When there is a dominant personality on the board of a company it is easy for the other directors to become sidelined, whether through choice or because matters are simply taken out of their hands.

This is particularly the case where the dominant director is also the majority shareholder and runs the business as if it were his or her own personal property. The recent case of Dickinson v NAL Realisations (Staffordshire) Ltd underlined that directors cannot simply sit back and allow one dominant director to run the company, but must take an active role in the management of the company. The case also serves as a reminder of the importance of directors ensuring that they have proper authority to enter into transactions, and that they take into account the interests of all shareholders in carrying out directorial duties.

The problem

The case concerned a company which had three directors, one of which (“D”) was also the majority shareholder (the other shares being held by D’s own small self-administered pension scheme). D ran the company himself, and the other two directors effectively abandoned management of the company to him. Due to some potentially costly litigation against the company, D undertook a series of transactions on behalf of the company, with the purpose of taking the company’s assets out of the reach of the claimants in the litigation, and into D’s personal possession.

The court found that some of the transactions were void as D had undertaken them without reference to the other directors and consequently did not have the proper authority of the board to enter into them. D could not rely on the Re Duomatic principle (which is that where all shareholders consent to a matter which a general meeting of the company could effect, that consent is binding) to give validity to his actions because the pension-scheme shareholder had not been aware of or consented to the relevant transactions. D had also acted in breach of his duties by diminishing the assets of the company and enriching himself in the process.

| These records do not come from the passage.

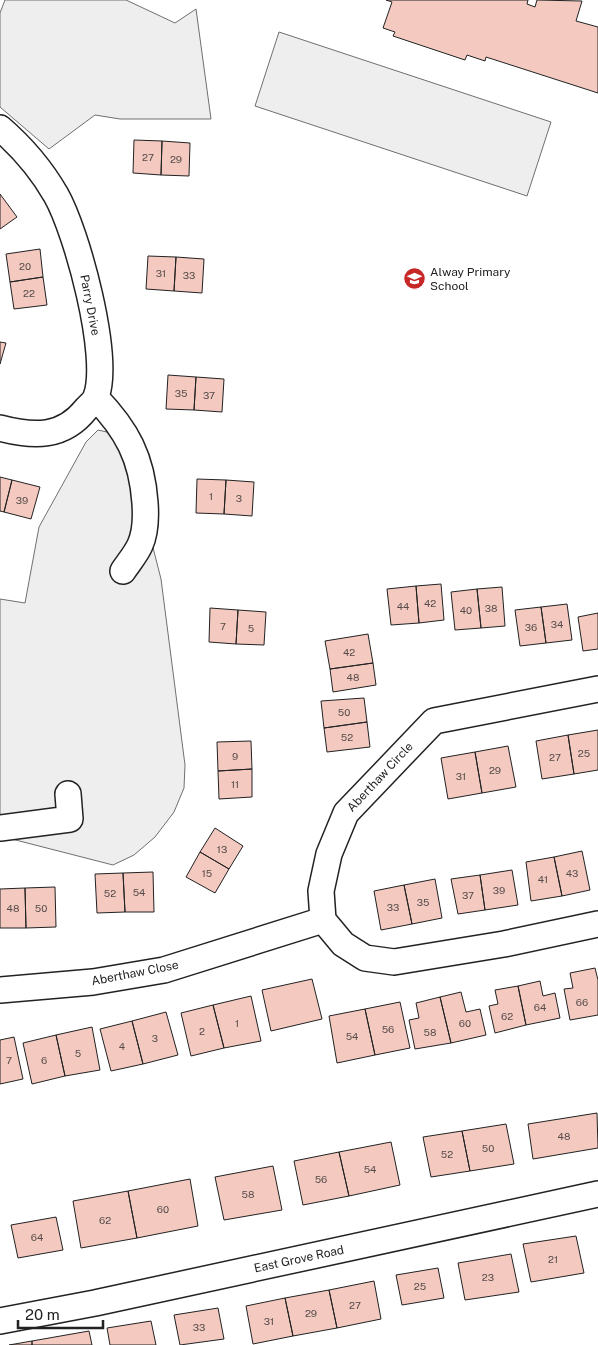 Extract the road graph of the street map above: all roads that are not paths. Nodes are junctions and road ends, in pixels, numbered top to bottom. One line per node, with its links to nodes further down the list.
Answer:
1 (0, 128): 2 (street, Parry Drive)
2 (96, 398): 3 (street); 4 (street)
3 (0, 428)
4 (123, 571)
5 (598, 689): 8 (street, Aberthaw Circle)
6 (68, 794): 7 (street)
7 (0, 828)
8 (323, 920): 9 (street); 10 (street, Aberthaw Close)
9 (598, 924)
10 (0, 990)
11 (598, 1194): 12 (street, East Grove Road)
12 (0, 1321)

The court found that the other directors had also breached their duties by entirely abrogating their responsibilities to D. They were found to be irretrievably in breach of duty, however they avoided any liability to the company on the basis that the losses suffered by the company were caused by the actions of D, and not the other directors’ inaction. Although directors in these circumstances may not be liable for the company’s losses, avoiding the stigma and costs that attach to being involved in litigation of this kind should be sufficient incentive to ensure that directors remain active in the management of companies, not to mention the potential for proceedings under the Company Directors Disqualification Act 1986. There is also the potential for personal liability of the directors in certain circumstances where the company becomes insolvent, such as where a director allows a company to trade where there is no reasonable prospect of avoiding entering into insolvent liquidation or administration.

How can I avoid this situation?

Being aware of the up-to-date financial and trading situation should be seen as a prerequisite by any director who wants to comply with his or her duties. In order to stay active in the management of the company, directors have the right to access certain financial information of the company under the Companies Act 2006. If this information is not made readily available, then a first step could be to require that it is provided. This information will also be crucial in determining whether insolvency is likely to occur.

If the dominant director makes it difficult to remain sufficiently aware or involved in management, then the other directors may have to look to other strategies to remain involved. These could range from taking an action in the name of the company against the dominant director (where he or she has breached directorial duties) or, where the other directors are shareholders, suing for unfair prejudice. Where the other directors have no share in the ownership of the company, then the simplest way of limiting their exposure may be to resign; however, where they have an interest in the company they will want to remain involved in the management so this approach is unlikely to be suitable.

Conclusions

It is essential that all directors take their directors’ duties seriously and maintain an active role in the management of the company. If directors feel that they are not sufficiently involved in the management of the business, we recommend they seek legal advice as to how to obtain involvement and/or limit their personal exposure. If they suspect there is a prospect of insolvency of the business, it is also recommended that they take advice from an insolvency practitioner in order to minimise the risk of having to contribute if the company becomes insolvent.